Stored data

++++++

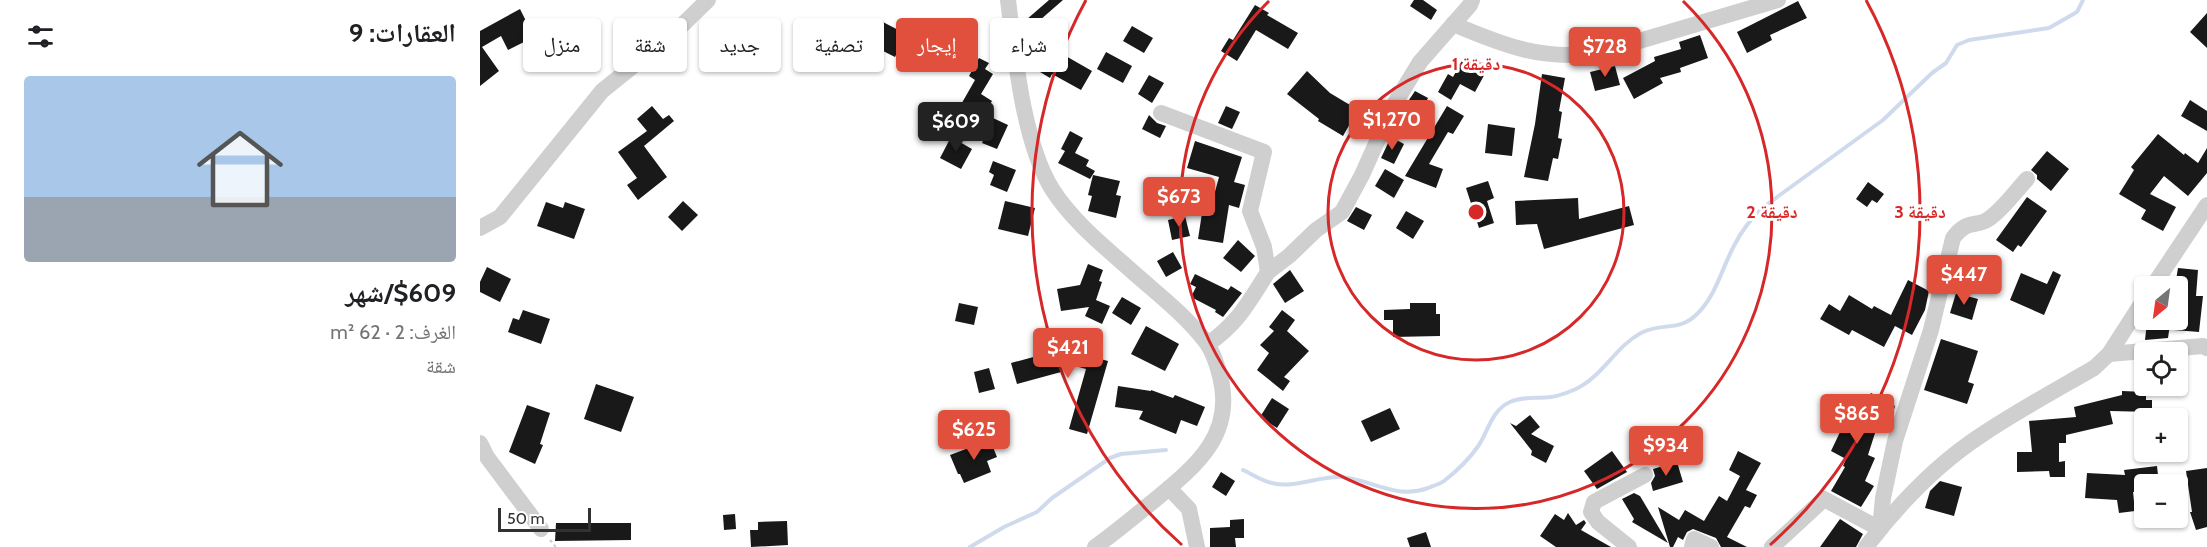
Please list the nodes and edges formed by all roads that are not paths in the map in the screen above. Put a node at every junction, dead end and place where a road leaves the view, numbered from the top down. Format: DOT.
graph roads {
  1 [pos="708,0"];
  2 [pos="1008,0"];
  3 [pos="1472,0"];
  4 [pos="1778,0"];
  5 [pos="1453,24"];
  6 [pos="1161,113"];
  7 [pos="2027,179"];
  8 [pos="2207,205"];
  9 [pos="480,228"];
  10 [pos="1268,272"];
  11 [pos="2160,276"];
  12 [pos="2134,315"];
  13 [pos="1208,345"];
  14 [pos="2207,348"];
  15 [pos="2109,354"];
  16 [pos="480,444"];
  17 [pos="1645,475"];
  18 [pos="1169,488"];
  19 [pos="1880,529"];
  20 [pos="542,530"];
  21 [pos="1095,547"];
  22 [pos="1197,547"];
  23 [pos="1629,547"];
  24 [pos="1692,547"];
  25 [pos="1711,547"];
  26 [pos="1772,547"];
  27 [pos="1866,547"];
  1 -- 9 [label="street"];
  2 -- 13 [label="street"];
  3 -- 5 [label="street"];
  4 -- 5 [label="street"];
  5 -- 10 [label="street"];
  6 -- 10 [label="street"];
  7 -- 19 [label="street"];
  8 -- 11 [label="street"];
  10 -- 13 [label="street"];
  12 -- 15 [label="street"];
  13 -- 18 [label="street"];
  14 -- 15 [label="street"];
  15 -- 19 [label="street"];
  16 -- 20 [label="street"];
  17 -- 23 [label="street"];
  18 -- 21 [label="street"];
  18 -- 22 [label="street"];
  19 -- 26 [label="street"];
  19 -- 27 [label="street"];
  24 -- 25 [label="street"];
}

++++++

### REQUIRED WORK
Only text belongs in the copy: repeat each line of the data exactly and leave out the pictures.

### COMPLETED TASK
Please list the nodes and edges formed by all roads that are not paths in the map in the screen above. Put a node at every junction, dead end and place where a road leaves the view, numbered from the top down. Format: DOT.
graph roads {
  1 [pos="708,0"];
  2 [pos="1008,0"];
  3 [pos="1472,0"];
  4 [pos="1778,0"];
  5 [pos="1453,24"];
  6 [pos="1161,113"];
  7 [pos="2027,179"];
  8 [pos="2207,205"];
  9 [pos="480,228"];
  10 [pos="1268,272"];
  11 [pos="2160,276"];
  12 [pos="2134,315"];
  13 [pos="1208,345"];
  14 [pos="2207,348"];
  15 [pos="2109,354"];
  16 [pos="480,444"];
  17 [pos="1645,475"];
  18 [pos="1169,488"];
  19 [pos="1880,529"];
  20 [pos="542,530"];
  21 [pos="1095,547"];
  22 [pos="1197,547"];
  23 [pos="1629,547"];
  24 [pos="1692,547"];
  25 [pos="1711,547"];
  26 [pos="1772,547"];
  27 [pos="1866,547"];
  1 -- 9 [label="street"];
  2 -- 13 [label="street"];
  3 -- 5 [label="street"];
  4 -- 5 [label="street"];
  5 -- 10 [label="street"];
  6 -- 10 [label="street"];
  7 -- 19 [label="street"];
  8 -- 11 [label="street"];
  10 -- 13 [label="street"];
  12 -- 15 [label="street"];
  13 -- 18 [label="street"];
  14 -- 15 [label="street"];
  15 -- 19 [label="street"];
  16 -- 20 [label="street"];
  17 -- 23 [label="street"];
  18 -- 21 [label="street"];
  18 -- 22 [label="street"];
  19 -- 26 [label="street"];
  19 -- 27 [label="street"];
  24 -- 25 [label="street"];
}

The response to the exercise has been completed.